YOUR TASK → Say how many lines in the following data hold the word "function". Write nothing but that number.

AVAILABLE DATA →
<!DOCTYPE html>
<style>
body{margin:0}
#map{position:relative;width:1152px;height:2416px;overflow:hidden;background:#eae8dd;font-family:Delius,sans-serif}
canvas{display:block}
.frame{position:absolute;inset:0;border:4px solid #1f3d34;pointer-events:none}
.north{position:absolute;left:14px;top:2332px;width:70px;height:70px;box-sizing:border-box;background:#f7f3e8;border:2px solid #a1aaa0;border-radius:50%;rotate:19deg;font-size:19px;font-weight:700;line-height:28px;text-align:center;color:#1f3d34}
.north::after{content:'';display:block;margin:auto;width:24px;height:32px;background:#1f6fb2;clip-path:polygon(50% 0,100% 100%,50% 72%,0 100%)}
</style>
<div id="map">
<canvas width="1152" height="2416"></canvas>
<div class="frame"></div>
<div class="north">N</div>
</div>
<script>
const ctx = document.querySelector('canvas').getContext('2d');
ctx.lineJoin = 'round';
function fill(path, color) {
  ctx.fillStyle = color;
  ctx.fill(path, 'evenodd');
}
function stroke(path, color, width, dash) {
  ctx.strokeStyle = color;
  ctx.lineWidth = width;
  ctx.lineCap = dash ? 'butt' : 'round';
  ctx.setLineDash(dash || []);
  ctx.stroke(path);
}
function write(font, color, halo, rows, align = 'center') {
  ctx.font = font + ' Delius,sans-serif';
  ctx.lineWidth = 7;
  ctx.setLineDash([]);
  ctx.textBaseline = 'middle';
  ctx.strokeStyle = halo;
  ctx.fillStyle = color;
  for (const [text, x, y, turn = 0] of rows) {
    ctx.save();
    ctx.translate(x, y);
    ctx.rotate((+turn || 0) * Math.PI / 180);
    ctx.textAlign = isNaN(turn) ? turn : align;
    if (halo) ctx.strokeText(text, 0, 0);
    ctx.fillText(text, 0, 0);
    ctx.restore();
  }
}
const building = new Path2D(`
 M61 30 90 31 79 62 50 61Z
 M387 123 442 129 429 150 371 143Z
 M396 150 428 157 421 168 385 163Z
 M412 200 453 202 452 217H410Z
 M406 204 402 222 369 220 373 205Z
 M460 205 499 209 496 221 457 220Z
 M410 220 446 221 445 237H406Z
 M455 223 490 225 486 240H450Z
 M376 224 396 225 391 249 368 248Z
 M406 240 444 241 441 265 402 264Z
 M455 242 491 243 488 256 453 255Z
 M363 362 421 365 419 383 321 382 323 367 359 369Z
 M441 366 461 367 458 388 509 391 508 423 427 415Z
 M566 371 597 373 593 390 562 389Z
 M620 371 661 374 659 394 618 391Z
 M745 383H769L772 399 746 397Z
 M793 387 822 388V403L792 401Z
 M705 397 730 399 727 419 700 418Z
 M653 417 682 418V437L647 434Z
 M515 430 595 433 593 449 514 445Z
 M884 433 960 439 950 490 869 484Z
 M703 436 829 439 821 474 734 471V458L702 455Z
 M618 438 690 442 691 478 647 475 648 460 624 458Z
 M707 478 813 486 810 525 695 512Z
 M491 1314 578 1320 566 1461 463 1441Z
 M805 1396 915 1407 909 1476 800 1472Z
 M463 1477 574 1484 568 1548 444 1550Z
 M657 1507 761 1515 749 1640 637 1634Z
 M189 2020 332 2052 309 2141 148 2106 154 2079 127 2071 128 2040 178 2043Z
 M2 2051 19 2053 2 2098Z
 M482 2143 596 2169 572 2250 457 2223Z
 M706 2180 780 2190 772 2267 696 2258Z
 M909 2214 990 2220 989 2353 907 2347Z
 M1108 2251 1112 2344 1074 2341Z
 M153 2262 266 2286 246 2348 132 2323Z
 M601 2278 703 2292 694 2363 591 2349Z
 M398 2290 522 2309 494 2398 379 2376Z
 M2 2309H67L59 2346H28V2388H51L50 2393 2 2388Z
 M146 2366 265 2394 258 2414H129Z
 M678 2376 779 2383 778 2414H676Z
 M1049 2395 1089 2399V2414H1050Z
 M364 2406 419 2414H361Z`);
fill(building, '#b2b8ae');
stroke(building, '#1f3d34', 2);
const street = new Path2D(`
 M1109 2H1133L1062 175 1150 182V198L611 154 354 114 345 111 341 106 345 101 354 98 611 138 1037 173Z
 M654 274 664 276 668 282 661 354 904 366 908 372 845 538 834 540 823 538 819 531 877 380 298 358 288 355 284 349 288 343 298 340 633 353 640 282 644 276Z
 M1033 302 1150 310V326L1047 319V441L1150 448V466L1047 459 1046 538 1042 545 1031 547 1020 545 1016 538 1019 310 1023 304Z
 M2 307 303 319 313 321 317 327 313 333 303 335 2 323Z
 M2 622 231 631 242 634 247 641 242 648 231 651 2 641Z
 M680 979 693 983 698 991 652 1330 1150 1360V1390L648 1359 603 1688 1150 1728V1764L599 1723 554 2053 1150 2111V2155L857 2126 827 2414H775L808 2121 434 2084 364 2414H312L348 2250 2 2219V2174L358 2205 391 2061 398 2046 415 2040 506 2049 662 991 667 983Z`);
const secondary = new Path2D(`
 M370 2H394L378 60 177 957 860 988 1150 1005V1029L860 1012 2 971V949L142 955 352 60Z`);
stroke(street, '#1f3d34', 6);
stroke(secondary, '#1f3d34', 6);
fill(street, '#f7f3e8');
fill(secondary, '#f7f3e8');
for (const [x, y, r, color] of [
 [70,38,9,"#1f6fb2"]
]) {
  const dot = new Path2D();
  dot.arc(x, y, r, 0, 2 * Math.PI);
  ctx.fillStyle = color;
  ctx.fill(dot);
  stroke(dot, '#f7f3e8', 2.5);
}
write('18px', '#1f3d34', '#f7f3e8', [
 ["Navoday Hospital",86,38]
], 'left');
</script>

FINISHED EXERCISE → 3